Well I'm glad you said it happened more than once. People make it seem like when you feel that you HAVE to be with that person no matter what. And I'm thinking, uh, no. What if the person is married? Hah. So I'm glad to hear a different opinion about that.

For now though, I'll be sticking to my romance stories.
Caroline Comment by Caroline on April 3, 2009 at 9:50pm
Aw, you sounds like a sweet husband. Shows there's hope for the rest of us! People do end up being happily married.

Well I'm glad you said it happened more than once. People make it seem like when you feel that you HAVE to be with that person no matter what. And I'm thinking, uh, no. What if the person is married? Hah. So I'm glad to hear a different opinion about that.

For now though, I'll be sticking to my romance stories.
J. Scott Milford Comment by J. Scott Milford on April 3, 2009 at 4:49pm
That is the question! I have felt it more than once. :-) I don't believe there is only ONE true person out there for each one of us. I think there may be many who would match perfectly. The objective is to find one of them.

In my first experience, the woman was married so neither one of us did anything about it. I would never have done anything to break their marriage. I respect people too much to intentionally cause that kind of pain for them...even if it means having to experience pain as a result. We remained cordial during our short association with each other and it never progressed beyond that. I valued our time for what it was and I moved on.

Fast forward many years to the present day... I married another such "soul mate" and have been extremely happily married for almost 10 years. In all that time, we have never had a fight, though we have had disagreements and have shared tough experiences together. I love my wife way too much to cause her any pain. Why would anyone say hurtful things to the person they love with all their heart??

Now, instead of feeling that love-at-first-sight sensation upon meeting someone special that very first time...I get to feel it every day of my life. I'm still so very much in love with my wife. (sigh....) :-)

Scott
Caroline Comment by Caroline on April 3, 2009 at 4:31pm
I've written to much to go back and start over. I'm not that patient! Hah. But I imagine the marshall system does do wonders. Let me know if it works the way you thought!

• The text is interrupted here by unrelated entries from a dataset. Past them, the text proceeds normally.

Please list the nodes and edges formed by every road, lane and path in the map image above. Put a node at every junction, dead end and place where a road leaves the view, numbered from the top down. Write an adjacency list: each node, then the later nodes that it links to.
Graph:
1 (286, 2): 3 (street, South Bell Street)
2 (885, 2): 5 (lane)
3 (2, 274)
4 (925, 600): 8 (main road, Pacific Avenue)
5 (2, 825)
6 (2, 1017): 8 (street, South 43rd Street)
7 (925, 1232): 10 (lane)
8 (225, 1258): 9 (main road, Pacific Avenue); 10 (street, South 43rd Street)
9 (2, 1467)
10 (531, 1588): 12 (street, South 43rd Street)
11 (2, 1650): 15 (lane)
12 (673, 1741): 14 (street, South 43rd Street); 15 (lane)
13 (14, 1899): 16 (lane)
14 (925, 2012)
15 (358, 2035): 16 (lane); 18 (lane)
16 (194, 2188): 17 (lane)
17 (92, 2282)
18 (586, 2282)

Wow. You really have felt love at first sight! I like the way you described it. Now what do you after you feel that? Go after the person or just pass it by? That is the question! Ha! Ha!

Maybe one day I'll truely be able to feel that, true love at first sight.

Caroline
J. Scott Milford Comment by J. Scott Milford on April 3, 2009 at 4:27pm
Curt,

That's actually an interesting technique (starting with the end). I've used that in short stories and short-short stories. I especially like it in the latter case. Much fun!

Scott
J. Scott Milford Comment by J. Scott Milford on April 3, 2009 at 4:25pm
Caroline,

Well, even though I've written chapters out of sequence, that was only for one novel (the only one I've ever started). When I wrote them, they were very loose and I wasn't really concerned about how sharp they were. I kept them short and focused on only essential information just to cover my ideas. I knew that by the time I actually got back to them, there may be a lot of changes so I didn't fuss too much.

In hind sight, when I go back to the story, I'm starting all over and I'm using The Marshall Plan. I'll keep the good ideas but using Evan's system will make everything that much better...I believe. Plus, using this system would make it easier to write out of sequence (I suspect).

Ahhh...love. I'm sure it's different for everyone but for me, love at first sight was sudden and completely unexpected. Every atom in my body tingled and a blissfully-numb pressure wrapped around me, ever so gently. I was, at once, solidly grounded to the earth and floating in heaven. And when I took a breath, I breathed in her sublime beauty, her essence...the universe breathed with me, and time stood still. Was I awake or was I dreaming? I still don't know...even today.

I hope you feel that someday, if you haven't already. :-)

Cheers,
Scott
Caroline Comment by Caroline on April 2, 2009 at 2:41am
Wow. I guess I'm a slow thinker. I just thought "you start with the beginning, and make you way to the end." But in the world of writing and imagination, it goes anyway! I like it!